# Records provided:
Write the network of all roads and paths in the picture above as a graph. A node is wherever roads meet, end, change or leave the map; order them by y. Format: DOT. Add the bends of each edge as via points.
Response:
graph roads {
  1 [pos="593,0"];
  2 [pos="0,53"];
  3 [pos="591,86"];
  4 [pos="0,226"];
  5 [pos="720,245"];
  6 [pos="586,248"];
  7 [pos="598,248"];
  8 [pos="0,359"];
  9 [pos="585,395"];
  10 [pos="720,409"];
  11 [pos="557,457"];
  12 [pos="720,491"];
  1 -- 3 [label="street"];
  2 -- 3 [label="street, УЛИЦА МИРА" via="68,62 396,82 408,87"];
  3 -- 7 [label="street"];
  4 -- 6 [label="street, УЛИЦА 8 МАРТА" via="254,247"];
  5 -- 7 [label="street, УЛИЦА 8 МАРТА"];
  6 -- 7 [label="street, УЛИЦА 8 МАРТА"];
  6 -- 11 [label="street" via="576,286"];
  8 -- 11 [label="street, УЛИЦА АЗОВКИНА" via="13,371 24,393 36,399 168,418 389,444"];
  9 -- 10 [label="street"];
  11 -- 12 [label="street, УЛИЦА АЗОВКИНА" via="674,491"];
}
==
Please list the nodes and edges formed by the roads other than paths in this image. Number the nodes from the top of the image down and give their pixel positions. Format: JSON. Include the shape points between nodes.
==
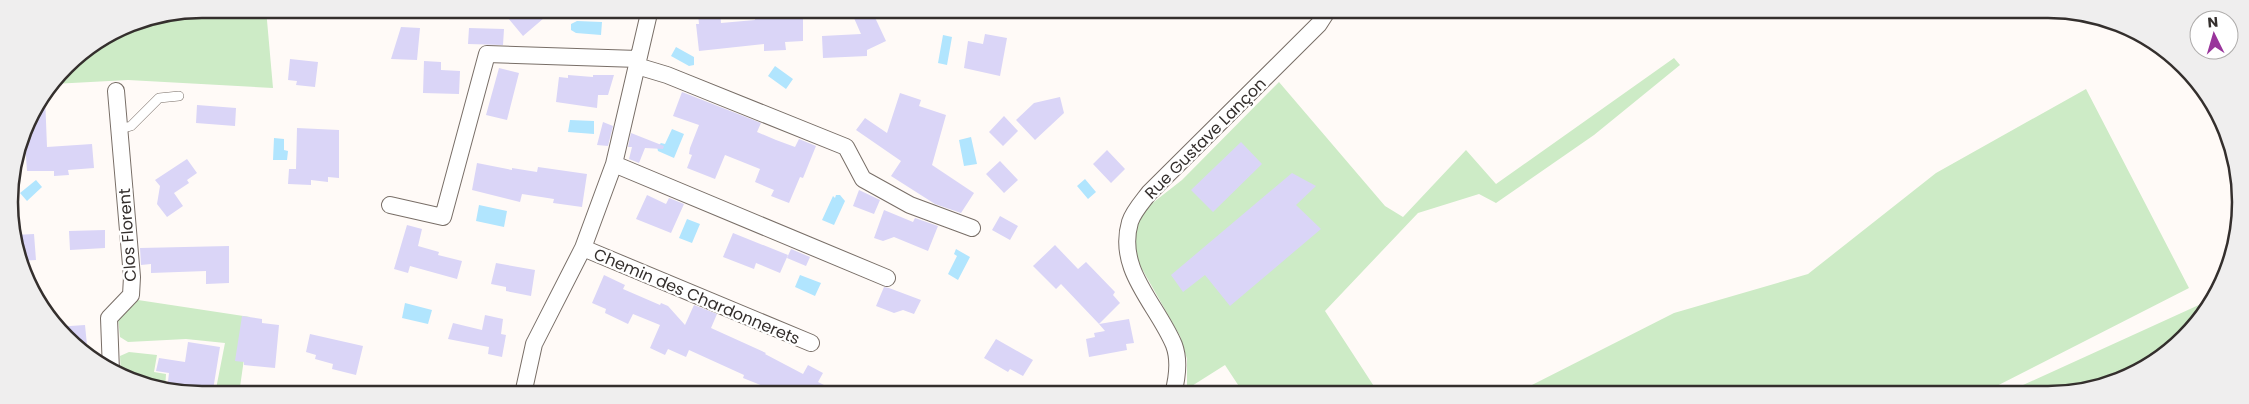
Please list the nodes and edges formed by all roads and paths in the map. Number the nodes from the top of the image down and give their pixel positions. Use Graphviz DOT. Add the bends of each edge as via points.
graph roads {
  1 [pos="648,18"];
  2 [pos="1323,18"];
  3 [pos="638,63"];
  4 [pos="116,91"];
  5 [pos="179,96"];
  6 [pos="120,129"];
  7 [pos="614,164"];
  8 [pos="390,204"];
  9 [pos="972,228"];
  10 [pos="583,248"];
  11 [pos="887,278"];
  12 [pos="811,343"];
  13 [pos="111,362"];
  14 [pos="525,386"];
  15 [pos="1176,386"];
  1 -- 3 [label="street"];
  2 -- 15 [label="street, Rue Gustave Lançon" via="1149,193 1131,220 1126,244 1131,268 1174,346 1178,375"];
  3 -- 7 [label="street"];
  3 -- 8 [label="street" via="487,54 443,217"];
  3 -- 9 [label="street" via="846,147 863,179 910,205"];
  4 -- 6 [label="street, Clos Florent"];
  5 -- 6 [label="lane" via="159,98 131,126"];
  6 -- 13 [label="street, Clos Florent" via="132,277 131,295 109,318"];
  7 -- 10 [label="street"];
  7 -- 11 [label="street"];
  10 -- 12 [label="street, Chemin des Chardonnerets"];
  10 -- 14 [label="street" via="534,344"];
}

# To do:
Look over the entries above. Copy every line that contains the word "Format".

# Answer to this task:
Write the network of all roads and paths in the picture above as a graph. A node is wherever roads meet, end, change or leave the map; order them by y. Format: DOT. Add the bends of each edge as via points.
Please list the nodes and edges formed by the roads other than paths in this image. Number the nodes from the top of the image down and give their pixel positions. Format: JSON. Include the shape points between nodes.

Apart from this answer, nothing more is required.